Ceci n’est pas une légende urbaine, et je peux moi-même en témoigner, à ma grande honte. Quand nous vivions à Beauvais, au troisième étage d’un immeuble du centre-ville, sur notre palier nous avions un couple de papi et mamie très gentil, surtout elle, petite femme fluette avec qui j’échangeais toujours quelques mots dans l’ascenseur ou les couloirs quand on se croisait. Un hiver, j’ai commencé à trouver qu’elle avait changé et qu’elle avait toujours le visage rougi. Après quelques semaines, j’ai pris la liberté de lui dire « Je trouve que vous avez l’air fatiguée en ce moment », et elle m’a répondu « Ah ben forcément, après ce qui s’est passé ! » C’est alors que j’ai appris que son mari était mort deux mois plus tôt, pendant les vacances de Noël, alors que nous étions en vacances dans notre famille. Pris par notre vie, le travail, les déplacements à l’école, les activités, les courses, etc., nous n’en avions rien su et notre vie n’avait pas le moins du monde changé. Heureusement pour elle, cette mamie avait des contacts téléphoniques avec ses enfants, et une voisine de l’immeuble, qui elle aussi vivait seule depuis qu’elle était veuve et qui était très impliquée dans des associations catholiques, s’occupait bien d’elle. Mais cette histoire m’a énormément marqué car elle m’a montré que même quelqu’un comme moi, qui essaye d’être non seulement poli mais attentif avec son entourage, peut passer totalement à côté de la détresse d’une mamie qu’il apprécie et qui dort chaque nuit à 20 mètres de lui. Je trouve ça franchement glaçant, et ça en dit long sur « les villes de solitude » où nous sommes plongés.

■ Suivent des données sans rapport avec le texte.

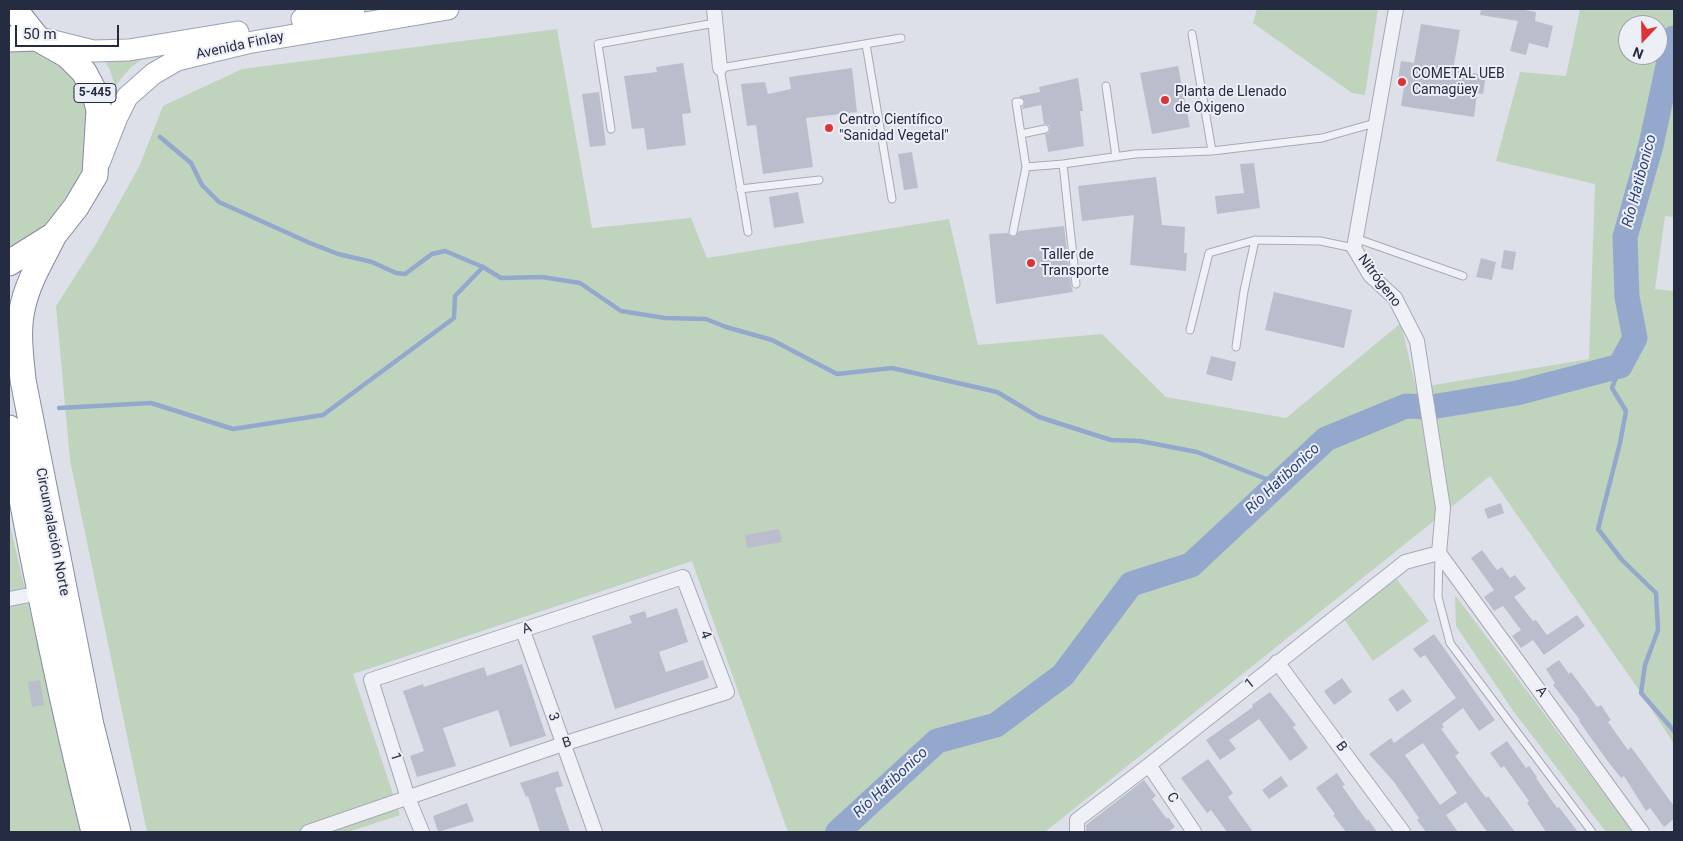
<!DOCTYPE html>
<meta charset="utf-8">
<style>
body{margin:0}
#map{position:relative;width:1683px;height:841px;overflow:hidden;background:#dde0e9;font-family:Roboto,sans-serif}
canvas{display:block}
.frame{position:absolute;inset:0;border:10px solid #252b41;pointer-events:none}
.north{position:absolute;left:1618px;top:15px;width:50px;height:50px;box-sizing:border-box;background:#edeff6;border:1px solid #9da1ae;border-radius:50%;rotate:201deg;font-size:14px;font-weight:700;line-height:20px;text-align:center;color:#252b41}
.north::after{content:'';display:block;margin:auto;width:18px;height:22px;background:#dc3436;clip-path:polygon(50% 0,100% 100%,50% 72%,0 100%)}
.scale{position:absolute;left:15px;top:25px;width:104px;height:22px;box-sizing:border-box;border:2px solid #252b41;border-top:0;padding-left:6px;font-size:15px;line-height:18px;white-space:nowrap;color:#252b41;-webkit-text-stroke:4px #edeff6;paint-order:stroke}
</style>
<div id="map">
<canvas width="1683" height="841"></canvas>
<div class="frame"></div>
<div class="north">N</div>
<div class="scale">50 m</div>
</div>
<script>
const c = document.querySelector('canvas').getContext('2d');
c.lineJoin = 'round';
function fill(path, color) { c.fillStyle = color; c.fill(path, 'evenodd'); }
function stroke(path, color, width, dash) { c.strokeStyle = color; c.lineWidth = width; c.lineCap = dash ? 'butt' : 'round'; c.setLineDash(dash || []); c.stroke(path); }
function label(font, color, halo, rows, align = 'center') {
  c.font = font + ' Roboto,sans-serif'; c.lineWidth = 4; c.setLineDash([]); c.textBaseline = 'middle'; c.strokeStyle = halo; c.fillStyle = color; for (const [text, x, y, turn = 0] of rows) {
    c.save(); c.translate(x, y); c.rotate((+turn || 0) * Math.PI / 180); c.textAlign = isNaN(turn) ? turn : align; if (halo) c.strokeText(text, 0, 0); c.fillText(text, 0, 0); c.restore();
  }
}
fill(new Path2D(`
 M1257 9H1378L1365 95 1352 93 1253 23Z
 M1580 9H1674V217L1665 216 1655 289 1674 291V744L1641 693 1490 476 1045 832H788L692 561 353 674 400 815 348 832H147L70 460 56 306 97 242 139 167 163 106 242 69 557 29 592 228 691 218 707 258 949 219 978 345 1102 334 1166 397 1286 418 1401 323 1416 388 1589 359 1595 184 1496 161 1520 72 1566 76ZM1628 25H1658V55H1628Z
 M9 37H34L88 90 90 150 81 173 59 209 39 232 9 248Z
 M168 42 131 67 115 86 110 70 97 47Z
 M9 521 82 832H9Z
 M1395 577 1429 621 1373 661 1342 616Z
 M1455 595 1633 832H1606L1514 712 1456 626Z`), '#c0d3bd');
stroke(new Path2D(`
 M160 137 191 163 202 185 219 202 310 243 338 254 372 262 396 273 405 274 432 254 445 251 483 267 501 278 542 277 580 283 621 311 665 318 706 319 726 327 772 340 837 374 892 368 997 392 1039 417 1111 440 1140 441 1197 452 1279 484
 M1620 366 1612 388 1626 411 1620 443 1598 529 1622 560 1656 593 1658 630 1645 665 1641 693 1674 731
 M59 408 151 403 233 429 323 415 454 318 455 296 483 267`), '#94a8cd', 4.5);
stroke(new Path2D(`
 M838 832 937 741 996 725 1063 675 1131 584 1191 565 1326 439 1406 406 1431 407 1517 393 1620 366 1635 338 1627 297 1625 237 1651 145 1674 38`), '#94a8cd', 25);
fill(new Path2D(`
 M1481 9H1519L1536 12 1535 21 1553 26 1548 48 1529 43 1526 55 1510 51 1518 21 1480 15Z
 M1421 24 1460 30 1453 70 1486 75 1483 94 1477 93 1474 117 1401 106 1405 81 1398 80 1401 61 1414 63Z
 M683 63 691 113 682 114 686 145 647 150 644 128 632 129 624 76 657 72 656 67Z
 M1178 66 1190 127 1152 134 1140 73Z
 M852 68 857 112 806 118 813 167 763 174 756 125 747 126 741 84 765 82 768 94 791 89 789 77Z
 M1078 78 1083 111H1080L1084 146 1048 152 1045 134 1049 133 1050 128 1049 125 1044 124 1041 105 1022 109 1025 102 1019 96 1040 92 1039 87Z
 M599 92 606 145 590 147 582 94Z
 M912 152 918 188 904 190 898 154Z
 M1254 163 1260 208 1217 214 1215 196 1244 193 1240 164Z
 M1156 177 1162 225 1185 227 1184 253H1187L1186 271 1130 265 1134 215 1082 221 1078 186Z
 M798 192 804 223 774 228 769 197Z
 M1064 226 1071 285 1073 292 996 304 989 234 1008 233 1010 236 1014 237 1019 231Z
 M1504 250 1516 252 1513 270 1501 268Z
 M1481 258 1496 262 1492 280 1476 277Z
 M1274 292 1352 310 1344 348 1265 330Z
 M1211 356 1236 362 1232 381 1206 374Z
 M1501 503 1504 513 1488 519 1484 509Z
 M779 529 782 542 747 548 745 535Z
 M1482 550 1497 570 1502 567 1510 578 1515 575 1526 589 1514 597 1533 621 1536 620 1547 635 1577 615 1585 626 1544 655 1533 640 1521 648 1512 636 1521 630 1503 606 1494 611 1484 597 1494 590 1471 558Z
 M677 608 688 642 659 652 666 672 703 660 709 678 615 709 592 636 632 623 629 616 645 611 647 618Z
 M1434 634 1495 720 1479 731 1463 708 1442 724 1444 727 1441 729 1459 753 1455 756 1486 798 1488 796 1515 832H1487L1466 802 1446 815 1458 832H1426L1417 820 1419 818 1394 782 1369 754 1391 738 1394 743 1456 698 1425 655 1420 658 1413 649ZM1423 743 1457 793 1440 805 1405 755Z
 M1559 660 1569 674 1571 672 1583 688 1597 707 1601 705 1611 720 1608 722 1628 750 1631 747 1674 806V819L1664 827 1650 808 1646 811 1624 776 1621 778 1606 759 1579 721 1580 720 1553 685 1555 683 1546 669Z
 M522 664 546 736 510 747 498 710 443 728 456 766 417 777 410 756 424 751 403 691 423 684 424 687 484 667 487 676Z
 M1342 678 1352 692 1334 705 1324 691Z
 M40 680 44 705 32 707 28 682Z
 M1403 689 1412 701 1397 712 1388 699Z
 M1270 692 1296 725 1293 727 1308 748 1290 761 1259 719 1229 740 1236 749 1220 760 1206 740 1253 707 1252 705Z
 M1507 741 1526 768 1529 766 1537 777 1536 778 1557 808 1559 807 1578 832H1546L1527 803 1529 801 1504 766 1501 768 1490 753Z
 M1208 759 1233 793 1228 797 1253 832H1227L1211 810 1207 813 1181 778Z
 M558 771 563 786 555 788 570 832H540L528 796 526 797 520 783Z
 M1337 773 1345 785 1342 786 1367 821 1368 819 1377 832H1346L1333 815 1335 814 1316 788Z
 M1281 776 1288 786 1269 799 1262 790Z
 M1144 780 1156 796 1152 799 1167 819 1168 817 1175 827 1168 832H1086V825Z
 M467 803 474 821 438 832 433 816Z`), '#babecc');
const lane = new Path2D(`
 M1192 34 1212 151
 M866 44 892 199
 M1106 86 1116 157
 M1020 102H1016L1026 167 1063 164
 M611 129 598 44 715 23
 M1021 134 1045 129
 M740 189 819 180
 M748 232 720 68 901 38
 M1013 232 1026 167
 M1355 238 1463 276
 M1076 284 1063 164 1135 154 1212 151 1322 138 1375 123
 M1190 330 1209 253 1255 240 1320 241 1354 248
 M1236 347 1244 291 1255 240
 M1439 557 1438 597 1450 643 1592 832`);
const street = new Path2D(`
 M714 9 720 68
 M1396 9 1354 248 1370 275 1395 298 1417 341 1443 508 1439 553
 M1439 553 1642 832
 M9 599 45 592
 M523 631 595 832
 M1277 662 1403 832
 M1149 765 1194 832
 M308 832 563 744 727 692 683 577 371 680 408 798 422 832
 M1077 832V820L1149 765 1405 562 1439 553`);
const primary = new Path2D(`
 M302 19 354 9
 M49 40 93 51 129 50 238 32
 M99 163 117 117 127 97 153 74 177 60 247 43 448 9`);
const highway = new Path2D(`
 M14 9 37 38
 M9 39 37 38 67 55 84 72 94 91 99 110 95 175 76 207 54 235 9 263
 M54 235C42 259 27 283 22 310 17 332 21 357 23 380L91 725 118 832
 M9 428C33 564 61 699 94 832`);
stroke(lane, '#a6aab7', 9);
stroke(street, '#a6aab7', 16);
stroke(primary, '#9ba2b5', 23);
stroke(highway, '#838ba1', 27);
stroke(lane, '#f0f1f6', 7);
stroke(street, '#f0f1f6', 14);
stroke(primary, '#fff', 21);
stroke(highway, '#fff', 25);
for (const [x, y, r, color] of [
 [1402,82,5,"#dc3436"],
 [1165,100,5,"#dc3436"],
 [829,128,5,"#dc3436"],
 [1031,263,5,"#dc3436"]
]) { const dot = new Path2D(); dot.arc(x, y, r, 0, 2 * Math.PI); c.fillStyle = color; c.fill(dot); stroke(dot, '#edeff6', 2); }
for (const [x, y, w] of [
 [95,93,42]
]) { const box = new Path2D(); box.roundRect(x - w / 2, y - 9.5, w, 19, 4); c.fillStyle = '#edeff6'; c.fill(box); stroke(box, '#252b41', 1); }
label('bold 12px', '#252b41', null, [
 ["5-445",95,93]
]);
label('14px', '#252b41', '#edeff6', [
 ["Avenida Finlay",240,46,-12],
 ["Nitrógeno",1379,281,53],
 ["Circunvalación Norte",52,532,79],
 ["A",527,629,-18],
 ["4",705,635,69],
 ["1",1250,684,-39],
 ["A",1541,692,54],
 ["3",553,717,70],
 ["B",567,743,-18],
 ["B",1341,747,53],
 ["1",395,757,72],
 ["C",1172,798,57]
]);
label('14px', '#252b41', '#edeff6', [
 ["COMETAL UEB",1412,74],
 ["Camagüey",1412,90],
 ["Planta de Llenado",1175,92],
 ["de Oxigeno",1175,108],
 ["Centro Científico",839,120],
 ["\"Sanidad Vegetal\"",839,136],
 ["Taller de",1041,255],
 ["Transporte",1041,271]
], 'left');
label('italic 15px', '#2b4379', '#edeff6', [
 ["Río Hatibonico",1640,181,-75],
 ["Río Hatibonico",1283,479,-43],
 ["Río Hatibonico",891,783,-43]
]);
</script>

Celles et ceux qui me connaissent savent que je suis très sévère à l’égard de l’égoïsme de beaucoup de boomers aisé·es, qui laissent un monde dévasté aux générations suivantes et qui n’ont absolument pas conscience des galères dans lesquelles les jeunes sont aujourd’hui plongés (ou pire encore qui n’en ont rien à battre). Mais la mort sociale des personnes âgées touche essentiellement une toute autre frange de cette population : si elle concerne 4% des plus de 60 ans, ce pourcentage atteint 9% parmi les plus pauvres, et 9% parmi celles et ceux qui n’ont ni enfant, ni petit-enfant, ni arrière-petit-enfant. Bien sûr ce phénomène touche un paquet de vieillards indignes et de Tatie Danielle (je ne reprocherai jamais à qui que ce soit d’avoir totalement coupé les ponts avec un parent qui l’a maltraité, bien au contraire!). Mais la majorité des personnes âgées en situation de mort sociale sont surtout des naufragé·es de la vie, qui n’ont pas les moyens de vivre dans un logement décent, dans un environnement agréable, dans un cadre où ils peuvent fréquenter du monde. La pauvreté des vieux est une punition qui frappe celles et ceux qui, dans leur plus jeunes années, avaient déjà une vie difficile.

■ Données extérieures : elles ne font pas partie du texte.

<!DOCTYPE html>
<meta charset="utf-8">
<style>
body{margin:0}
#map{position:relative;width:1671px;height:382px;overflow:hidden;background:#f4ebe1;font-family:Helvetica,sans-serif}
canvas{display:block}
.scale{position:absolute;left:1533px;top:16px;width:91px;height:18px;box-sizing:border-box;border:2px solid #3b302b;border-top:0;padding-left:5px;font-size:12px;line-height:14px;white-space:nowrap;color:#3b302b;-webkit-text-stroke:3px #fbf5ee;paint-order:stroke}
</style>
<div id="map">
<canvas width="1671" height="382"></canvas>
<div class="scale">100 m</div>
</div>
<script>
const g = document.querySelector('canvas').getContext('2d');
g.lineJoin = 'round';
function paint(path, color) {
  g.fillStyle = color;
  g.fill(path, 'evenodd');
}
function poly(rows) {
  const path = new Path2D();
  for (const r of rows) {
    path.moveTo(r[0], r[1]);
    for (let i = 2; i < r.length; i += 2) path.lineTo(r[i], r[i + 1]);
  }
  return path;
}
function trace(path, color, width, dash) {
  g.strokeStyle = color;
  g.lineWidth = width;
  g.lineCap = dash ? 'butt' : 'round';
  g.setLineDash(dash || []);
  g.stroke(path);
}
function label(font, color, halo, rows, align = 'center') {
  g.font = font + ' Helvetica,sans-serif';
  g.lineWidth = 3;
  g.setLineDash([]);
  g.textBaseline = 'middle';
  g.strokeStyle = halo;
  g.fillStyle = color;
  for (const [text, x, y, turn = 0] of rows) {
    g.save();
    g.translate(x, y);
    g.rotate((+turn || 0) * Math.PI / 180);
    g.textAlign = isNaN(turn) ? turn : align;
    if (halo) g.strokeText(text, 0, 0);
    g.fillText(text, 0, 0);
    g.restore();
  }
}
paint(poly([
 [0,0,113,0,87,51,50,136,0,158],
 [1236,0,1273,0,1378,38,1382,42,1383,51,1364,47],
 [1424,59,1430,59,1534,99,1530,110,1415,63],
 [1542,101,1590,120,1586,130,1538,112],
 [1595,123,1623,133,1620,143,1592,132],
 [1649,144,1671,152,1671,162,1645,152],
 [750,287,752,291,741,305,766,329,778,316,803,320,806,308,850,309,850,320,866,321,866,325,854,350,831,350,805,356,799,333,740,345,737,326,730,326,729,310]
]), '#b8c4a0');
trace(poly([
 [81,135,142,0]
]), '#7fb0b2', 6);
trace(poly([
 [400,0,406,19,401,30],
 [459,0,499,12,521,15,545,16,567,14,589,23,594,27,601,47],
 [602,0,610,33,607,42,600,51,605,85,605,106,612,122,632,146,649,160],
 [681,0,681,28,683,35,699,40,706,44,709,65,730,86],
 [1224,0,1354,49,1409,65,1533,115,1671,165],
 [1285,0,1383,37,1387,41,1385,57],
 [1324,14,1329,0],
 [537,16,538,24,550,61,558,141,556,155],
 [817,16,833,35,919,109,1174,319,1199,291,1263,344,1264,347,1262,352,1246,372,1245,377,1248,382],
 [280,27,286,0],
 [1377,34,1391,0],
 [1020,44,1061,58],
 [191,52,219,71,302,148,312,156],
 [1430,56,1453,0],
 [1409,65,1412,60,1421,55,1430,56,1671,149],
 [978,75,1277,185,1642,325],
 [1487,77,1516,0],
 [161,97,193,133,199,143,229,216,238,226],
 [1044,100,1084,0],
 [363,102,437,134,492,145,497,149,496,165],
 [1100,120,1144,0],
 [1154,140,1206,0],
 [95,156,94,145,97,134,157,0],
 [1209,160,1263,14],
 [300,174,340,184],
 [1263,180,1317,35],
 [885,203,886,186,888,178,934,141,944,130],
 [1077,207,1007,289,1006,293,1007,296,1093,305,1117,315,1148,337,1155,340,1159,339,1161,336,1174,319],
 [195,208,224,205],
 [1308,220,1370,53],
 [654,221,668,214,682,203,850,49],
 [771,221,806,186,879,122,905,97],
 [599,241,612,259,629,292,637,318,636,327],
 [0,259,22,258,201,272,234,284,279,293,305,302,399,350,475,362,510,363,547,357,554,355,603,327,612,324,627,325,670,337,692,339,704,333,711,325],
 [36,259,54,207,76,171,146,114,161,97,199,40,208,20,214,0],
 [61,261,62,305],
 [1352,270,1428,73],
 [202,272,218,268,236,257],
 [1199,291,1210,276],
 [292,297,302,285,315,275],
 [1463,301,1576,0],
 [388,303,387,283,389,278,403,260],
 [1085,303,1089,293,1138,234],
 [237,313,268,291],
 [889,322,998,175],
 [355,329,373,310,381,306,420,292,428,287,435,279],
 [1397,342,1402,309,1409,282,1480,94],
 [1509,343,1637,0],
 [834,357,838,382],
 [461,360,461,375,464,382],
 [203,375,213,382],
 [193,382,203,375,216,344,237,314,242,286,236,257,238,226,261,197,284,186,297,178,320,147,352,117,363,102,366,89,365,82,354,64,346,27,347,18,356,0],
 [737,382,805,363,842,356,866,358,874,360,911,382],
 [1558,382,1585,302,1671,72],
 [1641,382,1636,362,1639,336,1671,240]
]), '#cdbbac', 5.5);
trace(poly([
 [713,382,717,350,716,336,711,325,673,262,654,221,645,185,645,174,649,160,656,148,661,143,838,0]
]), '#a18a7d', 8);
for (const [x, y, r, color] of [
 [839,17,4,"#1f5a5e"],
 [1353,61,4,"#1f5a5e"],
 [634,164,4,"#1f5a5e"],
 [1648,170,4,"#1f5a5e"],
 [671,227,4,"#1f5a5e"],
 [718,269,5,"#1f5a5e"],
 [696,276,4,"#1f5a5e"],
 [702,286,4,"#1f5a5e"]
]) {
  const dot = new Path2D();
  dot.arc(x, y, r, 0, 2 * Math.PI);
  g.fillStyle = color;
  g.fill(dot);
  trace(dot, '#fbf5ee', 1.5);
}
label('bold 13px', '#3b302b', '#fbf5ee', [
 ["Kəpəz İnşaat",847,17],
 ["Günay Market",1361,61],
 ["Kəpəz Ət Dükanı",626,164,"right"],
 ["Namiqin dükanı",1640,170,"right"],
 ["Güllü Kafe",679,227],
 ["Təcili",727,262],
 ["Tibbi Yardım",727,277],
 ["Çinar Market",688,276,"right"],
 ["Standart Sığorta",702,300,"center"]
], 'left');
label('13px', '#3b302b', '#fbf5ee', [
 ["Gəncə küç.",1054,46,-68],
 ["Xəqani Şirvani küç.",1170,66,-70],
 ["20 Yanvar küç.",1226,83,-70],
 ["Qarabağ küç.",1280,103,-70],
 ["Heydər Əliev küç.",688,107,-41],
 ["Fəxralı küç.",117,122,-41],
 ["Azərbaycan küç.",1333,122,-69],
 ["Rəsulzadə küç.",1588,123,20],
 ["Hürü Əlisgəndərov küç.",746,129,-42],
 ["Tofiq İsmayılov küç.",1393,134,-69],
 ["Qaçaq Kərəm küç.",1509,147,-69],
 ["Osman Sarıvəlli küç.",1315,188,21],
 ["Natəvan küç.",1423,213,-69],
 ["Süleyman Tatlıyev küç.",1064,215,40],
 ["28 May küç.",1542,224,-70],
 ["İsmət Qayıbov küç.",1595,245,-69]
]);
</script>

Au delà de ces situations extrêmes, « le sentiment de solitude s’installe durablement chez les personnes âgées. Elles sont près de 6 millions à se sentir seules au moins de temps en temps, dont 2,5 millions à l’éprouver souvent ou quotidiennement (13%). Là encore, les plus affectées sont les plus précaires et les plus âgées. »
Parmi les signaux à bas bruit qui témoignent de la hausse de cet isolement des personnes âgées, il y a aussi l’augmentation des « morts solitaires » de personnes âgées dont les corps sont retrouvés à leur domicile plusieurs semaines, ou plusieurs mois, parfois même plusieurs années après leur décès : en 2022 il n’y a eu que 12 cas recensés, mais en 2024 on est passé à 33. Là aussi je dois dire que c’est quelque chose qui m’angoisse beaucoup : il m’arrive parfois de me demander au bout de combien de temps on trouverait mon cadavre si je faisais une crise cardiaque ou un AVC dans la saison où je suis seul à la maison pendant des semaines…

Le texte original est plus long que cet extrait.